Task description
Since the pictures are not wanted, reproduce only the rest of the records, exactly as given.

[Excerpts from a dataset]
______
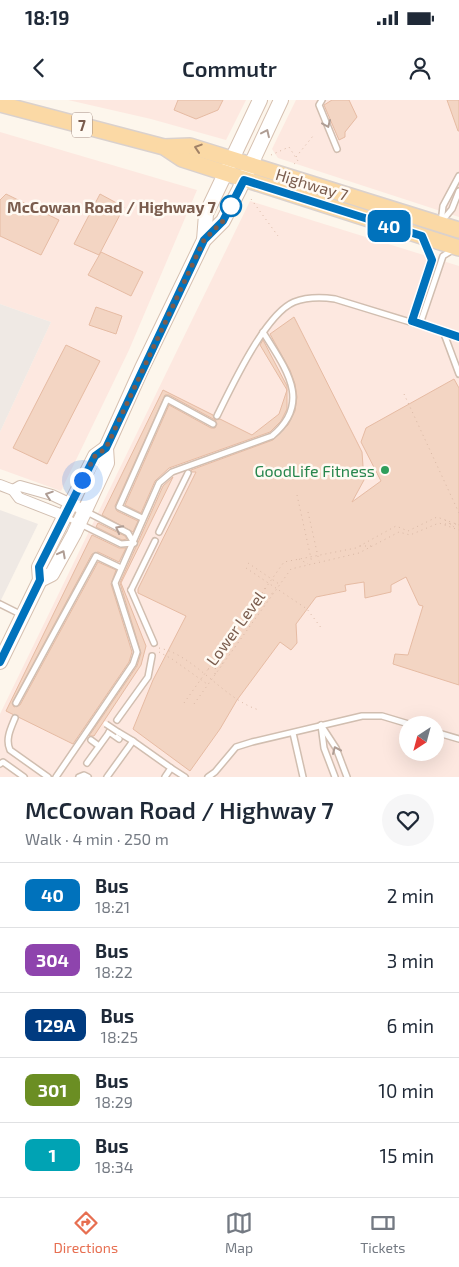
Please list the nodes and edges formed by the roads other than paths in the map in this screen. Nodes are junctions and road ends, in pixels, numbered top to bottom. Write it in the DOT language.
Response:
graph roads {
  1 [pos="260,100"];
  2 [pos="281,100"];
  3 [pos="322,100"];
  4 [pos="0,104"];
  5 [pos="338,149"];
  6 [pos="228,166"];
  7 [pos="248,173"];
  8 [pos="459,176"];
  9 [pos="459,192"];
  10 [pos="441,223"];
  11 [pos="459,230"];
  12 [pos="422,236"];
  13 [pos="204,240"];
  14 [pos="459,247"];
  15 [pos="412,321"];
  16 [pos="420,324"];
  17 [pos="443,331"];
  18 [pos="263,332"];
  19 [pos="459,338"];
  20 [pos="459,374"];
  21 [pos="216,416"];
  22 [pos="212,424"];
  23 [pos="106,448"];
  24 [pos="188,473"];
  25 [pos="0,485"];
  26 [pos="68,510"];
  27 [pos="82,517"];
  28 [pos="142,518"];
  29 [pos="160,532"];
  30 [pos="155,541"];
  31 [pos="134,543"];
  32 [pos="122,568"];
  33 [pos="40,580"];
  34 [pos="0,604"];
  35 [pos="22,615"];
  36 [pos="154,646"];
  37 [pos="152,656"];
  38 [pos="0,662"];
  39 [pos="16,703"];
  40 [pos="16,718"];
  41 [pos="95,720"];
  42 [pos="117,720"];
  43 [pos="399,721"];
  44 [pos="321,725"];
  45 [pos="293,733"];
  46 [pos="444,735"];
  47 [pos="119,739"];
  48 [pos="459,739"];
  49 [pos="91,740"];
  50 [pos="133,741"];
  51 [pos="99,746"];
  52 [pos="87,763"];
  53 [pos="0,764"];
  54 [pos="171,768"];
  55 [pos="24,777"];
  56 [pos="48,777"];
  57 [pos="56,777"];
  58 [pos="79,777"];
  59 [pos="88,777"];
  60 [pos="107,777"];
  61 [pos="165,777"];
  62 [pos="185,777"];
  63 [pos="208,777"];
  64 [pos="303,777"];
  65 [pos="335,777"];
  66 [pos="346,777"];
  1 -- 6 [label="main road"];
  7 -- 2 [label="main road, one-way"];
  3 -- 5 [label="lane, one-way"];
  4 -- 6 [label="main road, Highway 7 / 7"];
  6 -- 7 [label="main road, Highway 7 / 7"];
  6 -- 13 [label="main road"];
  7 -- 10 [label="main road, Highway 7 / 7"];
  7 -- 12 [label="main road, Highway 7 / 7"];
  7 -- 13 [label="main road"];
  8 -- 10 [label="lane"];
  9 -- 10 [label="lane"];
  10 -- 11 [label="main road, Highway 7 / 7"];
  12 -- 14 [label="main road, Highway 7 / 7"];
  12 -- 15 [label="lane"];
  13 -- 23 [label="main road"];
  14 -- 16 [label="lane"];
  15 -- 16 [label="lane"];
  15 -- 18 [label="lane"];
  16 -- 17 [label="lane"];
  17 -- 19 [label="lane"];
  17 -- 20 [label="lane"];
  18 -- 21 [label="lane"];
  18 -- 28 [label="lane"];
  22 -- 28 [label="lane"];
  23 -- 26 [label="main road"];
  23 -- 27 [label="main road"];
  24 -- 29 [label="lane"];
  25 -- 26 [label="street"];
  26 -- 27 [label="street"];
  26 -- 33 [label="main road"];
  31 -- 27 [label="lane, one-way"];
  27 -- 31 [label="lane"];
  33 -- 27 [label="main road, one-way"];
  28 -- 31 [label="lane"];
  30 -- 36 [label="lane"];
  31 -- 32 [label="lane"];
  32 -- 39 [label="lane"];
  32 -- 41 [label="lane"];
  33 -- 35 [label="main road"];
  34 -- 35 [label="lane"];
  35 -- 38 [label="main road"];
  37 -- 42 [label="lane"];
  40 -- 56 [label="lane"];
  41 -- 50 [label="lane, bridge"];
  41 -- 57 [label="lane"];
  43 -- 44 [label="lane"];
  44 -- 45 [label="lane"];
  44 -- 65 [label="lane"];
  66 -- 44 [label="lane, one-way"];
  45 -- 63 [label="lane"];
  45 -- 64 [label="lane"];
  46 -- 48 [label="lane"];
  47 -- 51 [label="lane"];
  49 -- 51 [label="lane"];
  50 -- 54 [label="lane"];
  50 -- 60 [label="lane"];
  51 -- 52 [label="lane"];
  53 -- 55 [label="lane"];
  54 -- 61 [label="lane"];
  54 -- 62 [label="lane"];
  58 -- 59 [label="lane"];
}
______
Response to this task
Please list the nodes and edges formed by the roads other than paths in the map in this screen. Nodes are junctions and road ends, in pixels, numbered top to bottom. Write it in the DOT language.
Response:
graph roads {
  1 [pos="260,100"];
  2 [pos="281,100"];
  3 [pos="322,100"];
  4 [pos="0,104"];
  5 [pos="338,149"];
  6 [pos="228,166"];
  7 [pos="248,173"];
  8 [pos="459,176"];
  9 [pos="459,192"];
  10 [pos="441,223"];
  11 [pos="459,230"];
  12 [pos="422,236"];
  13 [pos="204,240"];
  14 [pos="459,247"];
  15 [pos="412,321"];
  16 [pos="420,324"];
  17 [pos="443,331"];
  18 [pos="263,332"];
  19 [pos="459,338"];
  20 [pos="459,374"];
  21 [pos="216,416"];
  22 [pos="212,424"];
  23 [pos="106,448"];
  24 [pos="188,473"];
  25 [pos="0,485"];
  26 [pos="68,510"];
  27 [pos="82,517"];
  28 [pos="142,518"];
  29 [pos="160,532"];
  30 [pos="155,541"];
  31 [pos="134,543"];
  32 [pos="122,568"];
  33 [pos="40,580"];
  34 [pos="0,604"];
  35 [pos="22,615"];
  36 [pos="154,646"];
  37 [pos="152,656"];
  38 [pos="0,662"];
  39 [pos="16,703"];
  40 [pos="16,718"];
  41 [pos="95,720"];
  42 [pos="117,720"];
  43 [pos="399,721"];
  44 [pos="321,725"];
  45 [pos="293,733"];
  46 [pos="444,735"];
  47 [pos="119,739"];
  48 [pos="459,739"];
  49 [pos="91,740"];
  50 [pos="133,741"];
  51 [pos="99,746"];
  52 [pos="87,763"];
  53 [pos="0,764"];
  54 [pos="171,768"];
  55 [pos="24,777"];
  56 [pos="48,777"];
  57 [pos="56,777"];
  58 [pos="79,777"];
  59 [pos="88,777"];
  60 [pos="107,777"];
  61 [pos="165,777"];
  62 [pos="185,777"];
  63 [pos="208,777"];
  64 [pos="303,777"];
  65 [pos="335,777"];
  66 [pos="346,777"];
  1 -- 6 [label="main road"];
  7 -- 2 [label="main road, one-way"];
  3 -- 5 [label="lane, one-way"];
  4 -- 6 [label="main road, Highway 7 / 7"];
  6 -- 7 [label="main road, Highway 7 / 7"];
  6 -- 13 [label="main road"];
  7 -- 10 [label="main road, Highway 7 / 7"];
  7 -- 12 [label="main road, Highway 7 / 7"];
  7 -- 13 [label="main road"];
  8 -- 10 [label="lane"];
  9 -- 10 [label="lane"];
  10 -- 11 [label="main road, Highway 7 / 7"];
  12 -- 14 [label="main road, Highway 7 / 7"];
  12 -- 15 [label="lane"];
  13 -- 23 [label="main road"];
  14 -- 16 [label="lane"];
  15 -- 16 [label="lane"];
  15 -- 18 [label="lane"];
  16 -- 17 [label="lane"];
  17 -- 19 [label="lane"];
  17 -- 20 [label="lane"];
  18 -- 21 [label="lane"];
  18 -- 28 [label="lane"];
  22 -- 28 [label="lane"];
  23 -- 26 [label="main road"];
  23 -- 27 [label="main road"];
  24 -- 29 [label="lane"];
  25 -- 26 [label="street"];
  26 -- 27 [label="street"];
  26 -- 33 [label="main road"];
  31 -- 27 [label="lane, one-way"];
  27 -- 31 [label="lane"];
  33 -- 27 [label="main road, one-way"];
  28 -- 31 [label="lane"];
  30 -- 36 [label="lane"];
  31 -- 32 [label="lane"];
  32 -- 39 [label="lane"];
  32 -- 41 [label="lane"];
  33 -- 35 [label="main road"];
  34 -- 35 [label="lane"];
  35 -- 38 [label="main road"];
  37 -- 42 [label="lane"];
  40 -- 56 [label="lane"];
  41 -- 50 [label="lane, bridge"];
  41 -- 57 [label="lane"];
  43 -- 44 [label="lane"];
  44 -- 45 [label="lane"];
  44 -- 65 [label="lane"];
  66 -- 44 [label="lane, one-way"];
  45 -- 63 [label="lane"];
  45 -- 64 [label="lane"];
  46 -- 48 [label="lane"];
  47 -- 51 [label="lane"];
  49 -- 51 [label="lane"];
  50 -- 54 [label="lane"];
  50 -- 60 [label="lane"];
  51 -- 52 [label="lane"];
  53 -- 55 [label="lane"];
  54 -- 61 [label="lane"];
  54 -- 62 [label="lane"];
  58 -- 59 [label="lane"];
}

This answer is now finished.